◆ MATERIAL SUPPLIED ◆
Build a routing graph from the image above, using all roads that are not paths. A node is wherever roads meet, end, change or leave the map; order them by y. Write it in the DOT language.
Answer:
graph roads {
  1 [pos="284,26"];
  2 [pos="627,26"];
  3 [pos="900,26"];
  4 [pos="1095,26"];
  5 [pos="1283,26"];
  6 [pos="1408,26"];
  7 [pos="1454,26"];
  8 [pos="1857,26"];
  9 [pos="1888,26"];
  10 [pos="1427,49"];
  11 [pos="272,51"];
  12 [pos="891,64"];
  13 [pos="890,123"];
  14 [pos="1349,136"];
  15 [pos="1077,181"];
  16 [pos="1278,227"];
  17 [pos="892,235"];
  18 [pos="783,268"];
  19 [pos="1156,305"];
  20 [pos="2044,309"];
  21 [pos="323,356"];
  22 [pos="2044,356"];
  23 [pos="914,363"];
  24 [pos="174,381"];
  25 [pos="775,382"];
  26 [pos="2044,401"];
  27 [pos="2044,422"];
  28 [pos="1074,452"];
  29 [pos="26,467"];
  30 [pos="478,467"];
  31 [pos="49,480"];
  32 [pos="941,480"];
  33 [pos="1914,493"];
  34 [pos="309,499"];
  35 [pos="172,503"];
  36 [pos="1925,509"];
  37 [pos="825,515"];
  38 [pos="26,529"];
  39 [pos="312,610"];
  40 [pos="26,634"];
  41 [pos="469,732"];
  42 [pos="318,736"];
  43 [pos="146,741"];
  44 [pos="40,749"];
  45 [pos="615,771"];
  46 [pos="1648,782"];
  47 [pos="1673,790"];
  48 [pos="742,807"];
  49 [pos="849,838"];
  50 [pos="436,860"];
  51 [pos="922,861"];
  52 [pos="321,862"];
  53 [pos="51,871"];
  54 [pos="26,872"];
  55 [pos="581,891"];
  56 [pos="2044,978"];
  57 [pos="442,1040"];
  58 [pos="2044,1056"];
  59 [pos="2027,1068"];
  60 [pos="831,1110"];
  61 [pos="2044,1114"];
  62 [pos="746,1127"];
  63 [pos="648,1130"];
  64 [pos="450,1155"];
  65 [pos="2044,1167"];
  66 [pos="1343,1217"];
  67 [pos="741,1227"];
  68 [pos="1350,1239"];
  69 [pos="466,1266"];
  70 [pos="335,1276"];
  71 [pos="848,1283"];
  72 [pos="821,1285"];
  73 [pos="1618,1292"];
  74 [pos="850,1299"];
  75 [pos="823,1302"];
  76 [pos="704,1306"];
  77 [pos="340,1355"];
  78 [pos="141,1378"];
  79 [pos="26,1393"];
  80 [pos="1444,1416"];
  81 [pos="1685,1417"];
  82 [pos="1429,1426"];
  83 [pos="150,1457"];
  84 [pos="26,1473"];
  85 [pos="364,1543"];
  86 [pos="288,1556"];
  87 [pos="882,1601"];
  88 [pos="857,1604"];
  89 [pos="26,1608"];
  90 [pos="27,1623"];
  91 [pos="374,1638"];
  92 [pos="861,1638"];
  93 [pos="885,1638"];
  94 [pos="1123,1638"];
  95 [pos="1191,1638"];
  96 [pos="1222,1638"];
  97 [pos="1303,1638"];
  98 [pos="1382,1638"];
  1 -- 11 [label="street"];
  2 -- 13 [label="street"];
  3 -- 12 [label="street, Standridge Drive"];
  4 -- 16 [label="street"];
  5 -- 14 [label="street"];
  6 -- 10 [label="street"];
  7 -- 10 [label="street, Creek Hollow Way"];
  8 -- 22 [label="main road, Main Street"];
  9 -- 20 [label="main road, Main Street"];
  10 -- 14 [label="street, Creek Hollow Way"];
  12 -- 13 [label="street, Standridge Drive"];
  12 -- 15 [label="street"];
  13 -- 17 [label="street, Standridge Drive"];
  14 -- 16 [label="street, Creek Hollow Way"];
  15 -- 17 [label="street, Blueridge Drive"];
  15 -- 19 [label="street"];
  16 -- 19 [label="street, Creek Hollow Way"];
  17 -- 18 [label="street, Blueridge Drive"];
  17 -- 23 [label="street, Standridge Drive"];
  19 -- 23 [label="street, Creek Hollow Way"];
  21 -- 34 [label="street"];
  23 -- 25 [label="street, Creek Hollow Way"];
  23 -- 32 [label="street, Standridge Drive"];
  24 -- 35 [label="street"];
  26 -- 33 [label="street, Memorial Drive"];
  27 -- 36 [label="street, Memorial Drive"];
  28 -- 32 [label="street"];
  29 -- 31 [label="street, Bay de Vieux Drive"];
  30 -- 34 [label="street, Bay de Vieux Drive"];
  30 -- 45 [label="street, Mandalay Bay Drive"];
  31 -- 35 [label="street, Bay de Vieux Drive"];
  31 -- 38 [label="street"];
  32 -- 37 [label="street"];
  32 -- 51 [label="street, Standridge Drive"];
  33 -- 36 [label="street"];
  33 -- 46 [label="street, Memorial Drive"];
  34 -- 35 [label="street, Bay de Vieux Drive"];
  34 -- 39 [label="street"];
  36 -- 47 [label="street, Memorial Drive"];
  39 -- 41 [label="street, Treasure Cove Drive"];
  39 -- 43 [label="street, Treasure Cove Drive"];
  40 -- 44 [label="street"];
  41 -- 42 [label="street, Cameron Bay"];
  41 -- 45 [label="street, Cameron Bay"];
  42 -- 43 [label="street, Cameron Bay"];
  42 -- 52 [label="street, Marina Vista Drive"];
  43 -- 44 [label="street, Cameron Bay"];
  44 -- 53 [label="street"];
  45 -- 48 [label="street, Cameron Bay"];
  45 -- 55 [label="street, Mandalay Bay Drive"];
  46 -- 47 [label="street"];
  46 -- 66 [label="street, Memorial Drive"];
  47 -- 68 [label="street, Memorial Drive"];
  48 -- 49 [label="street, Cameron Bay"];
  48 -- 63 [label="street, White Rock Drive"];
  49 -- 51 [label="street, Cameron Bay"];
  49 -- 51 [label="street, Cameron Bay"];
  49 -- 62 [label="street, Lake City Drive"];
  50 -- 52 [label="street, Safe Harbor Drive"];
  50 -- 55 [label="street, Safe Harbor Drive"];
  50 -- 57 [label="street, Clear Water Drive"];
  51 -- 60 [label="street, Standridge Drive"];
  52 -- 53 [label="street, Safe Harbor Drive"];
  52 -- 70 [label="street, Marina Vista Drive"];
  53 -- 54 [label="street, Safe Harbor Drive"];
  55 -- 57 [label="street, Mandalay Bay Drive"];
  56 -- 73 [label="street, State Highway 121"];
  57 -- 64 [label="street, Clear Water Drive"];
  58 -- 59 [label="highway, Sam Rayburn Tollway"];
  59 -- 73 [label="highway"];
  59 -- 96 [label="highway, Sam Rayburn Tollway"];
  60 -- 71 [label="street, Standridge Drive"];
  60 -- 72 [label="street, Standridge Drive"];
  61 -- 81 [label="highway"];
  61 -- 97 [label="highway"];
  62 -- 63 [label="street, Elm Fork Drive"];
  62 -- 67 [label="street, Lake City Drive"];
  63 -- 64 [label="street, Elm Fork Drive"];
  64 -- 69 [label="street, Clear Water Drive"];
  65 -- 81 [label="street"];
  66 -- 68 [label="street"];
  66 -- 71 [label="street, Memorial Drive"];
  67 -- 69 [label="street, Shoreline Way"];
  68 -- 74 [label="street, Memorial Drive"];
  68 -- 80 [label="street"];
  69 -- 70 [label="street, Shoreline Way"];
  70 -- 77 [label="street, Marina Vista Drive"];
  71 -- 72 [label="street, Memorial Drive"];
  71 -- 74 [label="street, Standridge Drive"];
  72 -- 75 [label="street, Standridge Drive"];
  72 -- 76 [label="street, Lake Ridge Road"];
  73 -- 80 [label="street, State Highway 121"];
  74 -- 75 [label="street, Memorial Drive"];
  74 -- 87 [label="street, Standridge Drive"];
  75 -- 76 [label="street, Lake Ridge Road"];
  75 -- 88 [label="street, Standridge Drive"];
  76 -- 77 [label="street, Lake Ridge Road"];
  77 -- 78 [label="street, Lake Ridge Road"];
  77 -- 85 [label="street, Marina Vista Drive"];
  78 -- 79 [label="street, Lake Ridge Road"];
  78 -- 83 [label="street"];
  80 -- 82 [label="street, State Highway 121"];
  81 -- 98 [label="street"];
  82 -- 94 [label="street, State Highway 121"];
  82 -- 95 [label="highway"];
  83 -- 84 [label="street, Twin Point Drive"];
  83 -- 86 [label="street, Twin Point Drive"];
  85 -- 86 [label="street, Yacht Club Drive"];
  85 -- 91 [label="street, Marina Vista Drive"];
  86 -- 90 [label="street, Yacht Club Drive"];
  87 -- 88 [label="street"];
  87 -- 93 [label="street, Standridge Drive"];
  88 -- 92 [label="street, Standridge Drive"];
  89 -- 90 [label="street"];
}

◆ YOUR INSTRUCTIONS ◆
Looking at the entries above, work out how many lines include the word "Safe" and reply with that number alone.

◆ EXERCISE ANSWER ◆
4